Выбрать главу

Давно еще, перед Ноябрьским праздником и перед Новым годом, в магазине по карточкам выдавали по литру разливной водки. С той поры водка нетронутая хранилась в четверти под Афониным топчаном. Промтоварные талоны Афоня использовал тоже аккуратно. Там же, под топчаном, в деревянном баульчике под бельишком хранились два куска сатина на рубахи, неношеные рабочие ботинки на кожаной подошве, пробитые медными гвоздями, каких теперь уже не делали. И еще глубокие женские калоши (их однажды продавали по промтоварной карточке — не отказываться же!). Кроме всего, ненадеванной лежала спецовка последней выдачи: телогрейка и ватные штаны. Даже пол-литра разливного одеколона имелось: его тоже продавали как-то раз, и не по карточкам, а по спискам: кто хотел, тот брал. Словом, кое-что в запасе было.

Попросив у Петруся саней, Афоня по первой же оттепели сгрузил на них свои богатства и отправился на базар. Как и большинство продавцов и покупателей, деньги он не признавал, а полагался только на обмен. Ему повезло: домой он привез пуд ржаной и полтора пуда грубого помола овсяной муки. Да еще в придачу две палочки настоящих дрожжей.

И уже на другой день маленькая железная труба над его сторожкой весело задымила. На Афонино тепло потянулась ребятня. А хозяин сторожки хлопотал возле своей раскаленной «буржуйки» в одной рубахе. На плите потрескивала сковородка. Рядом стояло ведро с квашней. С виду лепешки получались темноватые, но прямо со сковородки они казались необыкновенно вкусными. Может, оттого, что, и настоящая мука была в них, еще больше овсяной, да и картошки подбавлено. Зато припасов у Афони от такой стряпни убавилось совсем немного, а по большой лепешке хватило почти всем маленьким гостям.

Первые, кому досталось угощение, долго у Афони не задерживались, а встретив на улице своих приятелей, сообщали:

— Афоня лепешки печет для нас! Идите к нему быстрее.

И узнавшие новость торопились к караулке.

Весь день прохлопотал Афоня со стряпней, даже не поспал перед дежурством. Зато на душе было хорошо. А понятливая ребятня оставила после себя прочищенную дорожку к магазину, наколотые и аккуратно сложенные в поленницы дровишки.

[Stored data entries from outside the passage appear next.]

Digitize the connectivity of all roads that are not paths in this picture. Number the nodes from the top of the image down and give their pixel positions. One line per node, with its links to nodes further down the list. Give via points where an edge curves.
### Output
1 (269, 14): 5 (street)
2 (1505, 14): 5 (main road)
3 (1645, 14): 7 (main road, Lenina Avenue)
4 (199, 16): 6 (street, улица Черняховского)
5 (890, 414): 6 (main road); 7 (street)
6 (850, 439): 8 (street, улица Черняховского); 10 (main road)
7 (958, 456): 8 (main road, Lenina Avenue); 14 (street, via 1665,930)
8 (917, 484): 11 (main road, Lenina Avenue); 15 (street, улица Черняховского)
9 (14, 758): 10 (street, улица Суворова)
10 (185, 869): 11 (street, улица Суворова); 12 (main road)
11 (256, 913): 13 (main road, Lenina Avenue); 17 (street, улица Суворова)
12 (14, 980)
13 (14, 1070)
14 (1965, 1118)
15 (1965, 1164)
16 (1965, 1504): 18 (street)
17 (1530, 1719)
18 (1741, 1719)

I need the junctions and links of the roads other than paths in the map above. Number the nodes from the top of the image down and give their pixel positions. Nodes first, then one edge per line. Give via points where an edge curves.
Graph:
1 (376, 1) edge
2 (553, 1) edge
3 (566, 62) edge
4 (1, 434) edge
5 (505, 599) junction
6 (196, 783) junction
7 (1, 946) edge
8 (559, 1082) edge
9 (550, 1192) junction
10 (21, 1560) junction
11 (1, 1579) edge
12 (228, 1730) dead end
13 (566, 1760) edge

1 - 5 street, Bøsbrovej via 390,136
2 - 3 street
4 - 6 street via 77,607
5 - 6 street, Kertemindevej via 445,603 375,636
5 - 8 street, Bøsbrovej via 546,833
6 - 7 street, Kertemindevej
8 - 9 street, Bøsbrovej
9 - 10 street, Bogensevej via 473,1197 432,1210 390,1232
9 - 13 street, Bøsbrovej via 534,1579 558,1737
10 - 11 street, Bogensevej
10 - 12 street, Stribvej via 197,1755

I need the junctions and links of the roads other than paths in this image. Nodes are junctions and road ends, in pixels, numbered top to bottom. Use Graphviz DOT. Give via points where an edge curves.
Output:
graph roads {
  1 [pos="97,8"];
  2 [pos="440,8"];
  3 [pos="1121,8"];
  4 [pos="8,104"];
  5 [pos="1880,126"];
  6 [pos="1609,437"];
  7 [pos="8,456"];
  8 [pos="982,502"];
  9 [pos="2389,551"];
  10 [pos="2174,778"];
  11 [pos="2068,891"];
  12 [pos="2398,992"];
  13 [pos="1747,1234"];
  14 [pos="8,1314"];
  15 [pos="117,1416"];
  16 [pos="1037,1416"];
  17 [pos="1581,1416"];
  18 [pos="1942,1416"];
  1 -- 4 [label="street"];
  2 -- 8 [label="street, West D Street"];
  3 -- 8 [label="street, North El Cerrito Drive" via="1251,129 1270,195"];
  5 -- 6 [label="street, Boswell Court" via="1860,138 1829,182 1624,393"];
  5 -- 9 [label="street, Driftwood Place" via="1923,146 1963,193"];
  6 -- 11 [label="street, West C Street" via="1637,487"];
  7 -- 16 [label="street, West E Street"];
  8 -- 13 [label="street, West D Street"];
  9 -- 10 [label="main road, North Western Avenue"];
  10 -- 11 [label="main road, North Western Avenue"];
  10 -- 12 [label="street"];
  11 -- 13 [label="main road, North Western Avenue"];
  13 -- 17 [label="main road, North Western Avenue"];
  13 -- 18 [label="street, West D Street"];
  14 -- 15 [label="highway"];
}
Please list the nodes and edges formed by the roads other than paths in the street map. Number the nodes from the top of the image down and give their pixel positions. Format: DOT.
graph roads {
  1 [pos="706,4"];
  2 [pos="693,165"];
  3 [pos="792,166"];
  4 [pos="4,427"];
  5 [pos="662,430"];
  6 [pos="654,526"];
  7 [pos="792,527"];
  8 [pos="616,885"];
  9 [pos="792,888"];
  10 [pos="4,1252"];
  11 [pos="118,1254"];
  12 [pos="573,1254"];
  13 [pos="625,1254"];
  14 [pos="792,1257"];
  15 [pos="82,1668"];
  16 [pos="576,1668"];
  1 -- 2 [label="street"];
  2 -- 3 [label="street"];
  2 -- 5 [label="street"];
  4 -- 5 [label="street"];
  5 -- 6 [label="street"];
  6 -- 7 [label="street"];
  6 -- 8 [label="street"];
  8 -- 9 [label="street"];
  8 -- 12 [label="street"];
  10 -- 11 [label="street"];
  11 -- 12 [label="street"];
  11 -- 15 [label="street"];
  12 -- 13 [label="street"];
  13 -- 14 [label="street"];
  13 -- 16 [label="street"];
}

Купавинцы, недавно расставшиеся с деревней, как и отцы их, называли весну подберихой. Наверное, рождением своим название это шло от вековой людской приглядки: во все времена с весны тощали в ямах сусеки, показывалось дно хлебных ларей, пустели бочки с соленостями. Про купавинцев и говорить нечего: если они и утратили в последние годы какие-то старые привычки, то прежде всего запасливость. Поэтому подбериха и явилась к ним первым.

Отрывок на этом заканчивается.